── GIVEN DATA ──
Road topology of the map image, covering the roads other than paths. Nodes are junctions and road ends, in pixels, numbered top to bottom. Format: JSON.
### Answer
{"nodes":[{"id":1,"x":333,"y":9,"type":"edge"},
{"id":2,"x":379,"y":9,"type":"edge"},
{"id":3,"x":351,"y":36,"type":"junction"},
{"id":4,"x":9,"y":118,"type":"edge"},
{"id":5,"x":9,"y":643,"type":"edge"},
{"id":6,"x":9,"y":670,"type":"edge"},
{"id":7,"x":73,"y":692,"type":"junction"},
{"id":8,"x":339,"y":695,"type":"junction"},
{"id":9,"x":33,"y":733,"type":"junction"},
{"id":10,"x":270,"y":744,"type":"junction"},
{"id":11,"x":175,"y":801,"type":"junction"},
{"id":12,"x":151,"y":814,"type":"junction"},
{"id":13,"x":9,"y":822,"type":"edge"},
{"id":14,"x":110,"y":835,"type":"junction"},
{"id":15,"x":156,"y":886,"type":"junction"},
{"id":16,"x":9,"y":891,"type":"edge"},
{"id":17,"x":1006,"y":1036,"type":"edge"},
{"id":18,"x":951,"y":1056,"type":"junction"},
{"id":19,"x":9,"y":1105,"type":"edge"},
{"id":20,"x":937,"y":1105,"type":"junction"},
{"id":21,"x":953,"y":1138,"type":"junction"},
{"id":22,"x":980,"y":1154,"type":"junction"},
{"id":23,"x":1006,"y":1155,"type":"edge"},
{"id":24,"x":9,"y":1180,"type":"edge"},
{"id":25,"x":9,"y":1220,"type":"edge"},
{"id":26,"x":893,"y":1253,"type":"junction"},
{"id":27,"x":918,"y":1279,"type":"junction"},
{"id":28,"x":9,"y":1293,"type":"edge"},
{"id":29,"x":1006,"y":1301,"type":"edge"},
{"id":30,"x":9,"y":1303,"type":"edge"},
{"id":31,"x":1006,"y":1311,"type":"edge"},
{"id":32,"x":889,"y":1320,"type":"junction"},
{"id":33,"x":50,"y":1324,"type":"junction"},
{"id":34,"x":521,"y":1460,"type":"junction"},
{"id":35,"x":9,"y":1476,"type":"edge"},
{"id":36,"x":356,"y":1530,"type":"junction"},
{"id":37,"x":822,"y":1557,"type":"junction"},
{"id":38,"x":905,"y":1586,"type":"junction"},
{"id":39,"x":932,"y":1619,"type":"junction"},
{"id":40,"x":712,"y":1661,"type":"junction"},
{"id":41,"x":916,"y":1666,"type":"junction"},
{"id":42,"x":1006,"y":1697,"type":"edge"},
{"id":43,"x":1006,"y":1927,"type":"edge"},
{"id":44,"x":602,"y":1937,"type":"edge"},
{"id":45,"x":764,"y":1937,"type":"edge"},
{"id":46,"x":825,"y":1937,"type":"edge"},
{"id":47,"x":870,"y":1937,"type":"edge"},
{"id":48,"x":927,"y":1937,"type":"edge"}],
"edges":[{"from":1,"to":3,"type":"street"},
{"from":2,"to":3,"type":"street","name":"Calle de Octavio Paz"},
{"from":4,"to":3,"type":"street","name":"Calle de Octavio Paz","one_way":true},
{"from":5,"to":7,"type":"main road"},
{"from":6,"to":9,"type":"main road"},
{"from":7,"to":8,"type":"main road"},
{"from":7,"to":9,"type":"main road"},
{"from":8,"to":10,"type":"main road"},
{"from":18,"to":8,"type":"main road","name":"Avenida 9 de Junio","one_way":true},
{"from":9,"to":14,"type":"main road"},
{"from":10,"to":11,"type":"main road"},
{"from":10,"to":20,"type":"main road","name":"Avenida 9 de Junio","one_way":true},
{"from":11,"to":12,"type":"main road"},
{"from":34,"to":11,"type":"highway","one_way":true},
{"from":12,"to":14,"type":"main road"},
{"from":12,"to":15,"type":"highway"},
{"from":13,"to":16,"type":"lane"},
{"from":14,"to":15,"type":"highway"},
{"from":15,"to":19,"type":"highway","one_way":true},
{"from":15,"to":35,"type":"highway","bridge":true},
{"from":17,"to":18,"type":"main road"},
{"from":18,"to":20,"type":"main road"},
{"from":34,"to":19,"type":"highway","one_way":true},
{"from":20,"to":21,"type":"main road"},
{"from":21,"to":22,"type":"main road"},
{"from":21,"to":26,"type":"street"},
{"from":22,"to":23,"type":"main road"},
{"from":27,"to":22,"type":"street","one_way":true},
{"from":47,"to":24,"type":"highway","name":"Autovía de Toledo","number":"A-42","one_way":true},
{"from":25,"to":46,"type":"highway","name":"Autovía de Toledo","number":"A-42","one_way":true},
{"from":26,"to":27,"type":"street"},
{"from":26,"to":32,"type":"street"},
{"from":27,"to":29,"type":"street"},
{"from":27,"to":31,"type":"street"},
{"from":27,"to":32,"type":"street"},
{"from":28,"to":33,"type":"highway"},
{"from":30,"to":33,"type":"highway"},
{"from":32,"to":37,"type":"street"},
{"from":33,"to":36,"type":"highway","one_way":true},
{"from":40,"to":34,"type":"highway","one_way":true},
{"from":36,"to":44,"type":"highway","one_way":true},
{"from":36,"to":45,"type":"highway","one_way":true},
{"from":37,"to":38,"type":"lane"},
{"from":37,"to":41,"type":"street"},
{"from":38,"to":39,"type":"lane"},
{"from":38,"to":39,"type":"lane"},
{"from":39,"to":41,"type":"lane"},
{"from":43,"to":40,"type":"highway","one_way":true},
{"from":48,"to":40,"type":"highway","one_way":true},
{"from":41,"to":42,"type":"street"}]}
───
* [WHAT THE EXERCISE ASKS]: Please copy each line from the material above in which the string "Avenida" appears.

* [EXERCISE RESPONSE]:
{"from":18,"to":8,"type":"main road","name":"Avenida 9 de Junio","one_way":true},
{"from":10,"to":20,"type":"main road","name":"Avenida 9 de Junio","one_way":true},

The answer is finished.